Eine weitere Erfolgsgeschichte ist die an der Schwelle der 70er-Jahre eingeführte Schwangerenbetreuung und die kurz darauf ergänzend gestarteten Säuglingsuntersuchungen, die sich bald durch hohe Beteiligungen auszeichneten und zu der Überlegung führten, die beiden Programme zusammenzuführen und in Form eines Passes eine durchgängige Betreuungs- und Befunddokumentation zu etablieren. Dieses Konzept wurde der damaligen Frau Minister für Gesundheit, Prim. Leodolter vorgestellt und schließlich bundesweit 1974 als „Mutter-Kind-Pass“ umgesetzt.

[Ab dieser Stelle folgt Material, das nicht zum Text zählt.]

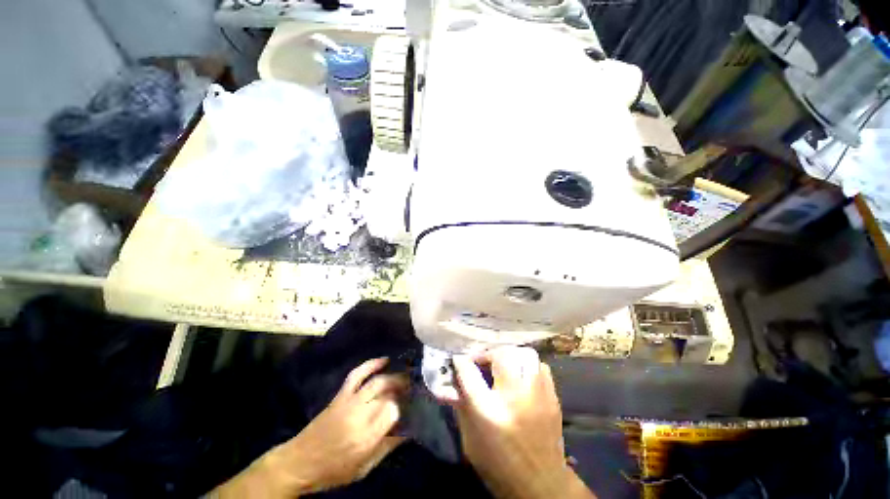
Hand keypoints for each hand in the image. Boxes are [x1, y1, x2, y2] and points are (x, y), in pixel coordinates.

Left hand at [213, 358, 407, 497]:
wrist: (299, 462)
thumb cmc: (334, 470)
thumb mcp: (364, 467)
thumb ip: (388, 446)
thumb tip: (409, 429)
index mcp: (366, 437)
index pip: (394, 411)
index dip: (406, 406)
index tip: (415, 405)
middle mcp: (359, 414)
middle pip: (388, 392)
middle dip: (403, 387)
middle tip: (415, 388)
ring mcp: (349, 401)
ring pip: (377, 381)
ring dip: (393, 376)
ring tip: (406, 376)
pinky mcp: (341, 394)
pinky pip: (358, 374)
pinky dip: (371, 364)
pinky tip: (384, 360)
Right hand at [448, 346, 594, 498]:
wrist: (541, 486)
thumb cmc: (498, 465)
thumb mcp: (470, 441)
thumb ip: (460, 407)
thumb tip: (448, 385)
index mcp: (489, 411)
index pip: (470, 373)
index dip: (462, 362)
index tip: (458, 359)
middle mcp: (514, 397)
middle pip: (502, 355)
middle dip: (488, 353)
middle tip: (483, 362)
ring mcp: (537, 395)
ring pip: (525, 355)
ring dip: (510, 355)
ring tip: (502, 364)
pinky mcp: (552, 398)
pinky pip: (540, 367)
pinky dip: (527, 365)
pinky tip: (521, 375)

Der Beginn der Entwicklung der Krebsvorsorge in Vorarlberg fällt ins Jahr 1970, als die landesweite Frauenvorsorge zur Verhinderung bzw. Früherkennung von Cervix- und Mammakarzinom eingeführt wurde. Hier spielte vor allem die Überlegung, das entsprechende Gesundheitsbewusstsein aus einer kleinen Gruppe Informierter in die breite Bevölkerung zu tragen, eine wesentliche Rolle. Die Verfügbarkeit dieser Maßnahme sollte nicht in zentralen Ambulatorien oder Ambulanzen, sondern in den Strukturen der medizinischen Primärversorgung, also den Hausarztpraxen, gegeben sein. Damit waren und sind sowohl Fachärzte als auch Hausärzte in der Krebsprophylaxe tätig. Als logische Fortsetzung dieser Bemühungen wurde 1972 ein zunächst als KSK – Krebs-Stoffwechsel-Kreislauf – bezeichnetes Vorsorgeprogramm für Erwachsene eingeführt, das heute als Gesundenuntersuchung eine unschlagbare Plattform für Screeningmaßnahmen einerseits und Gesundheitsförderung andererseits darstellt. In weiterer Folge wird auf das neue Konzept für die Gesundenuntersuchung eingegangen.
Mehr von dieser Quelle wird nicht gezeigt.